Some languages can change the data structures although the data structures are typed. In languages with Meta support (Ruby, Groovy, …) data structures can be changed, fields and methods can be added at runtime.
I think there is more to this than the simple 2×2 matrix from above. Sometimes people use the terms dynamic and static, but mean scripting and compiled. What is scripting? Traditionally scripting languages were interpreted languages. In web devlopment scripting languages like Ruby and PHP make development easier. No compilation is needed and after changing your programm you can hit reload in the browser and see the new result. This way turn around times are minimized and development is speed up. But the line gets blurred. Scripting languages get virtual machines and are compiled to byte code for better performance. Java compiles to byte code which is interpreted. New Java VMs then don’t interpret all byte code but compile the byte code to native code on the fly and as needed. Also compiled languages like Java get new classloaders and containers which compile new source code to byte code on the fly. And VMs like the Java VM run new languages like Groovy which can be compiled on the fly. For example in the excellent Grails framework.
Some people use dynamic versus static and mean object oriented versus functional. Consider these two examples (taken from Cedric Beust):
List result = new ArrayList();
File f = new File(directory);
for (String fileName : f.list()) {
if (fileName.endsWith(".gz")) {
result.add(fileName);
}
}
Collections.sort(result, new Comparator() {
public int compare(String o1, String o2) {
return o2.compareTo(o1);
}
public boolean equals(Object o) {
return super.equals(o);
}
});
and
zippedFiles = Dir.new(dir).
entries.sort.reverse.delete_if { |x| ! (x =~ /gz$/) }
Both code fragments do the same thing which is sorting all zipped files in a directory.

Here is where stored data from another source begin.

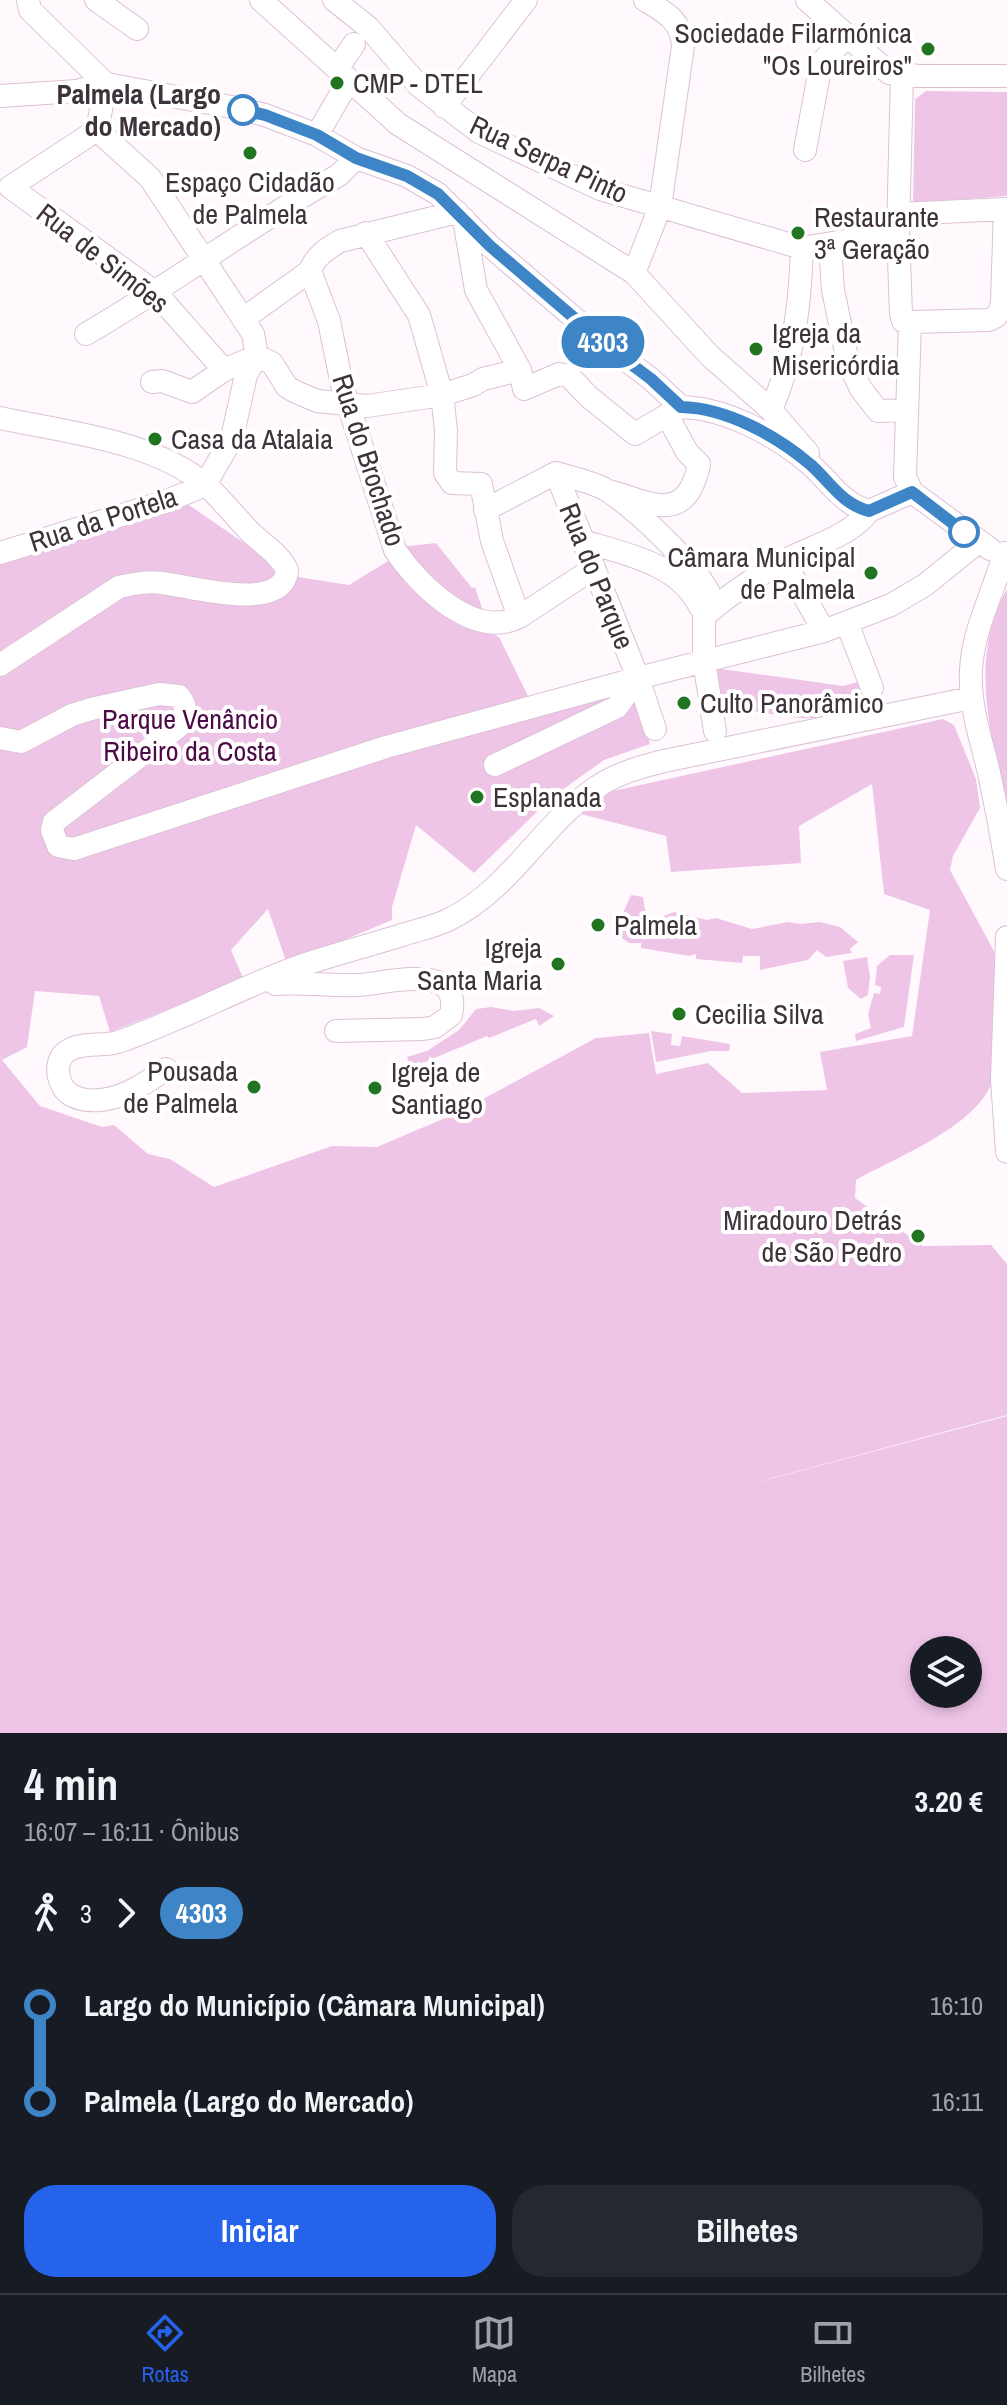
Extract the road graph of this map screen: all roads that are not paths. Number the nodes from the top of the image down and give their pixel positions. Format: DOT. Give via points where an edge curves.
graph roads {
  1 [pos="28,0"];
  2 [pos="96,0"];
  3 [pos="261,0"];
  4 [pos="334,0"];
  5 [pos="349,0"];
  6 [pos="526,0"];
  7 [pos="645,0"];
  8 [pos="807,0"];
  9 [pos="137,29"];
  10 [pos="361,36"];
  11 [pos="847,36"];
  12 [pos="343,75"];
  13 [pos="902,75"];
  14 [pos="1007,76"];
  15 [pos="106,84"];
  16 [pos="0,96"];
  17 [pos="444,107"];
  18 [pos="97,130"];
  19 [pos="317,135"];
  20 [pos="805,150"];
  21 [pos="356,158"];
  22 [pos="660,207"];
  23 [pos="460,215"];
  24 [pos="899,223"];
  25 [pos="366,233"];
  26 [pos="830,245"];
  27 [pos="802,248"];
  28 [pos="1006,251"];
  29 [pos="204,257"];
  30 [pos="310,271"];
  31 [pos="634,273"];
  32 [pos="156,293"];
  33 [pos="243,319"];
  34 [pos="910,322"];
  35 [pos="86,334"];
  36 [pos="257,356"];
  37 [pos="224,370"];
  38 [pos="522,379"];
  39 [pos="152,382"];
  40 [pos="442,395"];
  41 [pos="348,404"];
  42 [pos="682,410"];
  43 [pos="771,410"];
  44 [pos="906,410"];
  45 [pos="0,418"];
  46 [pos="556,473"];
  47 [pos="205,485"];
  48 [pos="607,490"];
  49 [pos="834,490"];
  50 [pos="912,492"];
  51 [pos="485,510"];
  52 [pos="869,511"];
  53 [pos="583,541"];
  54 [pos="978,542"];
  55 [pos="0,553"];
  56 [pos="1006,553"];
  57 [pos="784,561"];
  58 [pos="594,568"];
  59 [pos="704,616"];
  60 [pos="519,617"];
  61 [pos="847,623"];
  62 [pos="824,631"];
  63 [pos="704,661"];
  64 [pos="0,665"];
  65 [pos="638,678"];
  66 [pos="872,688"];
  67 [pos="971,698"];
  68 [pos="655,729"];
  69 [pos="715,731"];
  70 [pos="0,738"];
  71 [pos="495,765"];
  72 [pos="1007,869"];
  73 [pos="1007,937"];
  74 [pos="254,986"];
  75 [pos="336,1031"];
  76 [pos="166,1069"];
  77 [pos="1007,1152"];
  1 -- 15 [label="street" via="30,10"];
  2 -- 9 [label="street"];
  3 -- 12 [label="street"];
  4 -- 10 [label="street, Rua Serpa Pinto"];
  5 -- 10 [label="street"];
  6 -- 17 [label="street"];
  7 -- 22 [label="street" via="674,20 683,37"];
  8 -- 11 [label="street"];
  10 -- 12 [label="street"];
  10 -- 17 [label="street, Rua Serpa Pinto"];
  11 -- 13 [label="street" via="889,73"];
  11 -- 20 [label="street" via="821,63"];
  12 -- 19 [label="street"];
  12 -- 31 [label="street" via="398,124"];
  13 -- 14 [label="street"];
  13 -- 24 [label="street"];
  15 -- 16 [label="street"];
  15 -- 18 [label="street"];
  15 -- 19 [label="street" via="265,115"];
  17 -- 22 [label="street, Rua Serpa Pinto" via="479,132 533,158 600,189"];
  18 -- 29 [label="street" via="150,178"];
  18 -- 32 [label="street, Rua de Simões" via="10,187"];
  19 -- 21 [label="street"];
  21 -- 23 [label="street" via="407,176"];
  21 -- 29 [label="street" via="339,175"];
  22 -- 27 [label="street, Rua Serpa Pinto"];
  22 -- 31 [label="street"];
  23 -- 25 [label="street"];
  23 -- 38 [label="street" via="476,290"];
  23 -- 42 [label="street"];
  24 -- 26 [label="street, Rua Serpa Pinto"];
  24 -- 28 [label="street, Rua Serpa Pinto" via="1005,209"];
  24 -- 34 [label="street" via="901,314"];
  25 -- 30 [label="street" via="340,241 313,262"];
  25 -- 40 [label="street" via="419,315"];
  26 -- 27 [label="street, Rua Serpa Pinto"];
  26 -- 44 [label="street" via="833,290 854,376 878,411"];
  27 -- 43 [label="street" via="794,343"];
  28 -- 34 [label="street" via="1001,311 996,317"];
  29 -- 32 [label="street"];
  29 -- 33 [label="street"];
  30 -- 33 [label="street"];
  30 -- 41 [label="street, Rua do Brochado" via="329,321"];
  31 -- 43 [label="street" via="710,356"];
  32 -- 35 [label="street"];
  32 -- 37 [label="street, Rua de Simões"];
  33 -- 36 [label="street" via="253,334"];
  34 -- 44 [label="street"];
  36 -- 37 [label="street"];
  36 -- 41 [label="street" via="272,363 296,392 317,401"];
  36 -- 47 [label="street" via="246,375 232,438"];
  37 -- 39 [label="street" via="192,392"];
  38 -- 40 [label="street" via="483,379"];
  38 -- 42 [label="street" via="569,376 635,434"];
  40 -- 41 [label="street"];
  40 -- 51 [label="street" via="445,473 452,483 481,484"];
  41 -- 60 [label="street, Rua do Brochado" via="395,550 407,568 476,621 493,625"];
  42 -- 48 [label="street" via="687,452 699,464 681,502 669,507"];
  42 -- 49 [label="street" via="742,423 770,436 813,467"];
  43 -- 49 [label="street"];
  44 -- 50 [label="street" via="905,477"];
  45 -- 47 [label="street" via="129,445 172,463"];
  46 -- 48 [label="street"];
  46 -- 51 [label="street"];
  46 -- 53 [label="street, Rua do Parque"];
  47 -- 55 [label="street, Rua da Portela"];
  47 -- 64 [label="street" via="278,555 287,570 276,590 208,592 161,583 119,587"];
  48 -- 59 [label="street" via="665,540 707,587 711,597"];
  49 -- 52 [label="street" via="846,502"];
  50 -- 52 [label="street"];
  50 -- 54 [label="street"];
  51 -- 60 [label="street"];
  52 -- 57 [label="street" via="859,524"];
  53 -- 58 [label="street, Rua do Parque"];
  53 -- 59 [label="street" via="677,577"];
  54 -- 56 [label="street"];
  54 -- 61 [label="street" via="925,585"];
  56 -- 67 [label="street" via="975,640"];
  57 -- 59 [label="street"];
  57 -- 62 [label="street"];
  58 -- 60 [label="street"];
  58 -- 65 [label="street, Rua do Parque"];
  59 -- 63 [label="street"];
  61 -- 62 [label="street"];
  61 -- 66 [label="street"];
  62 -- 63 [label="street"];
  63 -- 65 [label="street"];
  63 -- 69 [label="street"];
  65 -- 68 [label="street, Rua do Parque"];
  65 -- 70 [label="street" via="372,751 74,849 58,846 54,822 178,727 187,711 185,702 159,694 72,715 21,742"];
  65 -- 71 [label="street" via="617,707"];
  67 -- 72 [label="street"];
  67 -- 74 [label="street" via="664,761 615,776 576,805 502,884 474,906 446,921"];
  73 -- 77 [label="street" via="1002,1079"];
  74 -- 75 [label="street" via="427,979 452,997 451,1015 435,1027"];
  74 -- 76 [label="street" via="116,1042 70,1049 58,1066 65,1091 91,1100 117,1097"];
}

The first is Java style object oriented (though this could be written shorter) and the second
is Ruby functional style. As can be seen, the second is easier to write, understand and
maintain. Especially in applications which have to deal with lots of lists functional programming makes code considerably shorter. Web applications often use lists (customers, projects, todo items) and so profit from languages which support functional style programming.
The whole discussion about dynamic and static languages is senseless. There are more dimensions which characterize a language than dynamic versus static. Scripting/compiled and functional/OO are other important things to consider. Languages like Groovy support object oriented and functional programming styles, can be used as a scripting language and compiled to byte code, support both dynamic and static typing of references and with meta programming capabilites support modifying static typed data structures.
I think there is still more to say about dynamic versus static. But this post needs to end here.
Who wins the fight? The is no fight, know your tools and use the best tool for the job. But at least the static/dynamic dimension is less usefull than it seams at first.